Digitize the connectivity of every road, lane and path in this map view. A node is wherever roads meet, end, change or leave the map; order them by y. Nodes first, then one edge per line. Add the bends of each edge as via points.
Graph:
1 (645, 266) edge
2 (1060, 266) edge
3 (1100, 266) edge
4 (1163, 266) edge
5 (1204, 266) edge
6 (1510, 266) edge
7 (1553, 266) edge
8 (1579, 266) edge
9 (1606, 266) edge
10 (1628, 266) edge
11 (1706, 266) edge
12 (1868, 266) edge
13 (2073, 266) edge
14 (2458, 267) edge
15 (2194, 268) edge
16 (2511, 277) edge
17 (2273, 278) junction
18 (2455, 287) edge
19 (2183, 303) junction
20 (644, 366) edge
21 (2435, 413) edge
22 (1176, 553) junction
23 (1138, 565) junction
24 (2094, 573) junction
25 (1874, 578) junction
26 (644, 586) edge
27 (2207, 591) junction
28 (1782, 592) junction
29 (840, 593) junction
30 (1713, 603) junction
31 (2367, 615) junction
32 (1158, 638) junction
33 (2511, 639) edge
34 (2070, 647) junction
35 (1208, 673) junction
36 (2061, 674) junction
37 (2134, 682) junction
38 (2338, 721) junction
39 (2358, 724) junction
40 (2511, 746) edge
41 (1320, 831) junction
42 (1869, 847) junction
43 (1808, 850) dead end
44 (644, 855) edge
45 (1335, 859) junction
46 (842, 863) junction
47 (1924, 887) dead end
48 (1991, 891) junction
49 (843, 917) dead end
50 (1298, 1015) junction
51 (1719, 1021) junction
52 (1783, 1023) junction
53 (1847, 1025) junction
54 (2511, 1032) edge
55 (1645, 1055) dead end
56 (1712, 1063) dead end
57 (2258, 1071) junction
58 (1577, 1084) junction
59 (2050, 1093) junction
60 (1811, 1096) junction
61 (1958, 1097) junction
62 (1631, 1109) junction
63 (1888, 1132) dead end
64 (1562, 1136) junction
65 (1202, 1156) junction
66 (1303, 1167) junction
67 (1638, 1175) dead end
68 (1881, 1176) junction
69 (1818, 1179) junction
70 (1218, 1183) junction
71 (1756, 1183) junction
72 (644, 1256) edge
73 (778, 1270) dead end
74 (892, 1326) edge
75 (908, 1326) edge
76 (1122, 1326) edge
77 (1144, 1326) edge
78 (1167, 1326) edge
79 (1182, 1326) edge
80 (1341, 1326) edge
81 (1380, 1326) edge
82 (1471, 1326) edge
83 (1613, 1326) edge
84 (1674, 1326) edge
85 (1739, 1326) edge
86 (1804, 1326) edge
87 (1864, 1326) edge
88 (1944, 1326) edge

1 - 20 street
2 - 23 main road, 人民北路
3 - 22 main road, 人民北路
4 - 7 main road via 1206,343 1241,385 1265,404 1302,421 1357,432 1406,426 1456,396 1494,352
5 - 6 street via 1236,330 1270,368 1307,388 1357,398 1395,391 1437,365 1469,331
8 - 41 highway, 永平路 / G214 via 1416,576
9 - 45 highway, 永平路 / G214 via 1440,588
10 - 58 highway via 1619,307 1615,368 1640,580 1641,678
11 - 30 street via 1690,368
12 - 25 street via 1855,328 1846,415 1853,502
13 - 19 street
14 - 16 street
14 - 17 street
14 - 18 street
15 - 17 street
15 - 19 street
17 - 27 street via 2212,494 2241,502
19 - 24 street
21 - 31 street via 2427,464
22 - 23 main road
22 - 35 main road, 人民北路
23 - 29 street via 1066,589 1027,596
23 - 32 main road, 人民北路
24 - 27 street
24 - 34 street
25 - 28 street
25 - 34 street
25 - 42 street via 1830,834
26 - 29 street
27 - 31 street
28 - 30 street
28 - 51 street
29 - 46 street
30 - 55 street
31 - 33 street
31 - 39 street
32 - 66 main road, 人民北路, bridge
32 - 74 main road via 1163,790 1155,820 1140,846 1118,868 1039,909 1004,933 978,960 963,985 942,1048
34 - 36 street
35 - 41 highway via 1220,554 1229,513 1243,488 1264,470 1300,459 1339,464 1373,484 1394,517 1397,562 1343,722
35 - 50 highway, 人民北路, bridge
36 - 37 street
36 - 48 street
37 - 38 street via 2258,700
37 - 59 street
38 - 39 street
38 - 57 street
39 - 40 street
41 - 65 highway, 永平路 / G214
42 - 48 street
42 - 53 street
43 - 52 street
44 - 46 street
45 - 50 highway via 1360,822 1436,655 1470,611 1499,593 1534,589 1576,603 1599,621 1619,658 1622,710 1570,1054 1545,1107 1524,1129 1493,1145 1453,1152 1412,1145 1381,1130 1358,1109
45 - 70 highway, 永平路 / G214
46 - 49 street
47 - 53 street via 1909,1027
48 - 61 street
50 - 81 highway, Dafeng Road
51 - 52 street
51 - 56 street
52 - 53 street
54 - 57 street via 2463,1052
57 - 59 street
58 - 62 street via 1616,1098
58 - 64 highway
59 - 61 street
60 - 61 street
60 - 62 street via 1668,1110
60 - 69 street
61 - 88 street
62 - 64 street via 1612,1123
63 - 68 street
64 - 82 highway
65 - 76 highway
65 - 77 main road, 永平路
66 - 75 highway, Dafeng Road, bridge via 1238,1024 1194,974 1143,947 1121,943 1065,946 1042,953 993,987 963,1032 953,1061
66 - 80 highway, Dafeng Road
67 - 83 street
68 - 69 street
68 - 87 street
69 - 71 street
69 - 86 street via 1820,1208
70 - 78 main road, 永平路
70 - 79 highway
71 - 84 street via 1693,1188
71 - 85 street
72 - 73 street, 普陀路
----
Copy each entry exactly.

Digitize the connectivity of every road, lane and path in this map view. A node is wherever roads meet, end, change or leave the map; order them by y. Nodes first, then one edge per line. Add the bends of each edge as via points.
Graph:
1 (645, 266) edge
2 (1060, 266) edge
3 (1100, 266) edge
4 (1163, 266) edge
5 (1204, 266) edge
6 (1510, 266) edge
7 (1553, 266) edge
8 (1579, 266) edge
9 (1606, 266) edge
10 (1628, 266) edge
11 (1706, 266) edge
12 (1868, 266) edge
13 (2073, 266) edge
14 (2458, 267) edge
15 (2194, 268) edge
16 (2511, 277) edge
17 (2273, 278) junction
18 (2455, 287) edge
19 (2183, 303) junction
20 (644, 366) edge
21 (2435, 413) edge
22 (1176, 553) junction
23 (1138, 565) junction
24 (2094, 573) junction
25 (1874, 578) junction
26 (644, 586) edge
27 (2207, 591) junction
28 (1782, 592) junction
29 (840, 593) junction
30 (1713, 603) junction
31 (2367, 615) junction
32 (1158, 638) junction
33 (2511, 639) edge
34 (2070, 647) junction
35 (1208, 673) junction
36 (2061, 674) junction
37 (2134, 682) junction
38 (2338, 721) junction
39 (2358, 724) junction
40 (2511, 746) edge
41 (1320, 831) junction
42 (1869, 847) junction
43 (1808, 850) dead end
44 (644, 855) edge
45 (1335, 859) junction
46 (842, 863) junction
47 (1924, 887) dead end
48 (1991, 891) junction
49 (843, 917) dead end
50 (1298, 1015) junction
51 (1719, 1021) junction
52 (1783, 1023) junction
53 (1847, 1025) junction
54 (2511, 1032) edge
55 (1645, 1055) dead end
56 (1712, 1063) dead end
57 (2258, 1071) junction
58 (1577, 1084) junction
59 (2050, 1093) junction
60 (1811, 1096) junction
61 (1958, 1097) junction
62 (1631, 1109) junction
63 (1888, 1132) dead end
64 (1562, 1136) junction
65 (1202, 1156) junction
66 (1303, 1167) junction
67 (1638, 1175) dead end
68 (1881, 1176) junction
69 (1818, 1179) junction
70 (1218, 1183) junction
71 (1756, 1183) junction
72 (644, 1256) edge
73 (778, 1270) dead end
74 (892, 1326) edge
75 (908, 1326) edge
76 (1122, 1326) edge
77 (1144, 1326) edge
78 (1167, 1326) edge
79 (1182, 1326) edge
80 (1341, 1326) edge
81 (1380, 1326) edge
82 (1471, 1326) edge
83 (1613, 1326) edge
84 (1674, 1326) edge
85 (1739, 1326) edge
86 (1804, 1326) edge
87 (1864, 1326) edge
88 (1944, 1326) edge

1 - 20 street
2 - 23 main road, 人民北路
3 - 22 main road, 人民北路
4 - 7 main road via 1206,343 1241,385 1265,404 1302,421 1357,432 1406,426 1456,396 1494,352
5 - 6 street via 1236,330 1270,368 1307,388 1357,398 1395,391 1437,365 1469,331
8 - 41 highway, 永平路 / G214 via 1416,576
9 - 45 highway, 永平路 / G214 via 1440,588
10 - 58 highway via 1619,307 1615,368 1640,580 1641,678
11 - 30 street via 1690,368
12 - 25 street via 1855,328 1846,415 1853,502
13 - 19 street
14 - 16 street
14 - 17 street
14 - 18 street
15 - 17 street
15 - 19 street
17 - 27 street via 2212,494 2241,502
19 - 24 street
21 - 31 street via 2427,464
22 - 23 main road
22 - 35 main road, 人民北路
23 - 29 street via 1066,589 1027,596
23 - 32 main road, 人民北路
24 - 27 street
24 - 34 street
25 - 28 street
25 - 34 street
25 - 42 street via 1830,834
26 - 29 street
27 - 31 street
28 - 30 street
28 - 51 street
29 - 46 street
30 - 55 street
31 - 33 street
31 - 39 street
32 - 66 main road, 人民北路, bridge
32 - 74 main road via 1163,790 1155,820 1140,846 1118,868 1039,909 1004,933 978,960 963,985 942,1048
34 - 36 street
35 - 41 highway via 1220,554 1229,513 1243,488 1264,470 1300,459 1339,464 1373,484 1394,517 1397,562 1343,722
35 - 50 highway, 人民北路, bridge
36 - 37 street
36 - 48 street
37 - 38 street via 2258,700
37 - 59 street
38 - 39 street
38 - 57 street
39 - 40 street
41 - 65 highway, 永平路 / G214
42 - 48 street
42 - 53 street
43 - 52 street
44 - 46 street
45 - 50 highway via 1360,822 1436,655 1470,611 1499,593 1534,589 1576,603 1599,621 1619,658 1622,710 1570,1054 1545,1107 1524,1129 1493,1145 1453,1152 1412,1145 1381,1130 1358,1109
45 - 70 highway, 永平路 / G214
46 - 49 street
47 - 53 street via 1909,1027
48 - 61 street
50 - 81 highway, Dafeng Road
51 - 52 street
51 - 56 street
52 - 53 street
54 - 57 street via 2463,1052
57 - 59 street
58 - 62 street via 1616,1098
58 - 64 highway
59 - 61 street
60 - 61 street
60 - 62 street via 1668,1110
60 - 69 street
61 - 88 street
62 - 64 street via 1612,1123
63 - 68 street
64 - 82 highway
65 - 76 highway
65 - 77 main road, 永平路
66 - 75 highway, Dafeng Road, bridge via 1238,1024 1194,974 1143,947 1121,943 1065,946 1042,953 993,987 963,1032 953,1061
66 - 80 highway, Dafeng Road
67 - 83 street
68 - 69 street
68 - 87 street
69 - 71 street
69 - 86 street via 1820,1208
70 - 78 main road, 永平路
70 - 79 highway
71 - 84 street via 1693,1188
71 - 85 street
72 - 73 street, 普陀路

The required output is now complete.